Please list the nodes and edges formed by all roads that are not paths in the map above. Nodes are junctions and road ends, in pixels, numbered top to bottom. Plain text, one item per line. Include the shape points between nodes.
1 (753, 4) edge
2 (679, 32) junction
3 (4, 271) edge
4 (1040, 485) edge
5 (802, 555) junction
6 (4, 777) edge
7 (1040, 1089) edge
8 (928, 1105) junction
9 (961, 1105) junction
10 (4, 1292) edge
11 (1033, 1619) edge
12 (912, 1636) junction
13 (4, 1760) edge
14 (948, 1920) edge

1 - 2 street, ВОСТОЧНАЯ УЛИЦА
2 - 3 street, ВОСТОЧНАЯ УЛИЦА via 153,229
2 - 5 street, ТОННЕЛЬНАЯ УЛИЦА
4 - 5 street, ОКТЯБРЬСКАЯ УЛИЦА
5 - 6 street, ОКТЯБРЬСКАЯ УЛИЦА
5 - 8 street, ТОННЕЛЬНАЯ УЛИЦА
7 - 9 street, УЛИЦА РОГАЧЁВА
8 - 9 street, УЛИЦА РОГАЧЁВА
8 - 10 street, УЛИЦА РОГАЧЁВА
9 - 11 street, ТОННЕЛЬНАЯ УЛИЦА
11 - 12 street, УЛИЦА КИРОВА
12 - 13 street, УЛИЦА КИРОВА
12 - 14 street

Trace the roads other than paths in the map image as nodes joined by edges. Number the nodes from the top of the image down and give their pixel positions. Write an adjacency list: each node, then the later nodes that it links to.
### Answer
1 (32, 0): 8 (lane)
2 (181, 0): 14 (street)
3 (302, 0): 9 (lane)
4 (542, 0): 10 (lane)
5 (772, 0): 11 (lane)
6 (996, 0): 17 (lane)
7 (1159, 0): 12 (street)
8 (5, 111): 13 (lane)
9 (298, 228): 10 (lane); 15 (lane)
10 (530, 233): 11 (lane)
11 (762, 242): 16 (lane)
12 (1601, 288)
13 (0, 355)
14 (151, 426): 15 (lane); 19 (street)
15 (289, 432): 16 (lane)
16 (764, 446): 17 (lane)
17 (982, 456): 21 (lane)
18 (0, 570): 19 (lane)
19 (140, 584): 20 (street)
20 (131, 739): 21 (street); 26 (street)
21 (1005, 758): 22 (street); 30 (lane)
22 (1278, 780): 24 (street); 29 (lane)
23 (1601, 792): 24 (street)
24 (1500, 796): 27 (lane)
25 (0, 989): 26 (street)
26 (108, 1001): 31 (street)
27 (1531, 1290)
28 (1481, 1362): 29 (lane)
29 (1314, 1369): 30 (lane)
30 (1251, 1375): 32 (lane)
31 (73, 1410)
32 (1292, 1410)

▸ Exercise: With nothing added or left out, print the data again.

▸ Reply:
Please list the nodes and edges formed by all roads that are not paths in the map above. Nodes are junctions and road ends, in pixels, numbered top to bottom. Plain text, one item per line. Include the shape points between nodes.
1 (753, 4) edge
2 (679, 32) junction
3 (4, 271) edge
4 (1040, 485) edge
5 (802, 555) junction
6 (4, 777) edge
7 (1040, 1089) edge
8 (928, 1105) junction
9 (961, 1105) junction
10 (4, 1292) edge
11 (1033, 1619) edge
12 (912, 1636) junction
13 (4, 1760) edge
14 (948, 1920) edge

1 - 2 street, ВОСТОЧНАЯ УЛИЦА
2 - 3 street, ВОСТОЧНАЯ УЛИЦА via 153,229
2 - 5 street, ТОННЕЛЬНАЯ УЛИЦА
4 - 5 street, ОКТЯБРЬСКАЯ УЛИЦА
5 - 6 street, ОКТЯБРЬСКАЯ УЛИЦА
5 - 8 street, ТОННЕЛЬНАЯ УЛИЦА
7 - 9 street, УЛИЦА РОГАЧЁВА
8 - 9 street, УЛИЦА РОГАЧЁВА
8 - 10 street, УЛИЦА РОГАЧЁВА
9 - 11 street, ТОННЕЛЬНАЯ УЛИЦА
11 - 12 street, УЛИЦА КИРОВА
12 - 13 street, УЛИЦА КИРОВА
12 - 14 street

Trace the roads other than paths in the map image as nodes joined by edges. Number the nodes from the top of the image down and give their pixel positions. Write an adjacency list: each node, then the later nodes that it links to.
### Answer
1 (32, 0): 8 (lane)
2 (181, 0): 14 (street)
3 (302, 0): 9 (lane)
4 (542, 0): 10 (lane)
5 (772, 0): 11 (lane)
6 (996, 0): 17 (lane)
7 (1159, 0): 12 (street)
8 (5, 111): 13 (lane)
9 (298, 228): 10 (lane); 15 (lane)
10 (530, 233): 11 (lane)
11 (762, 242): 16 (lane)
12 (1601, 288)
13 (0, 355)
14 (151, 426): 15 (lane); 19 (street)
15 (289, 432): 16 (lane)
16 (764, 446): 17 (lane)
17 (982, 456): 21 (lane)
18 (0, 570): 19 (lane)
19 (140, 584): 20 (street)
20 (131, 739): 21 (street); 26 (street)
21 (1005, 758): 22 (street); 30 (lane)
22 (1278, 780): 24 (street); 29 (lane)
23 (1601, 792): 24 (street)
24 (1500, 796): 27 (lane)
25 (0, 989): 26 (street)
26 (108, 1001): 31 (street)
27 (1531, 1290)
28 (1481, 1362): 29 (lane)
29 (1314, 1369): 30 (lane)
30 (1251, 1375): 32 (lane)
31 (73, 1410)
32 (1292, 1410)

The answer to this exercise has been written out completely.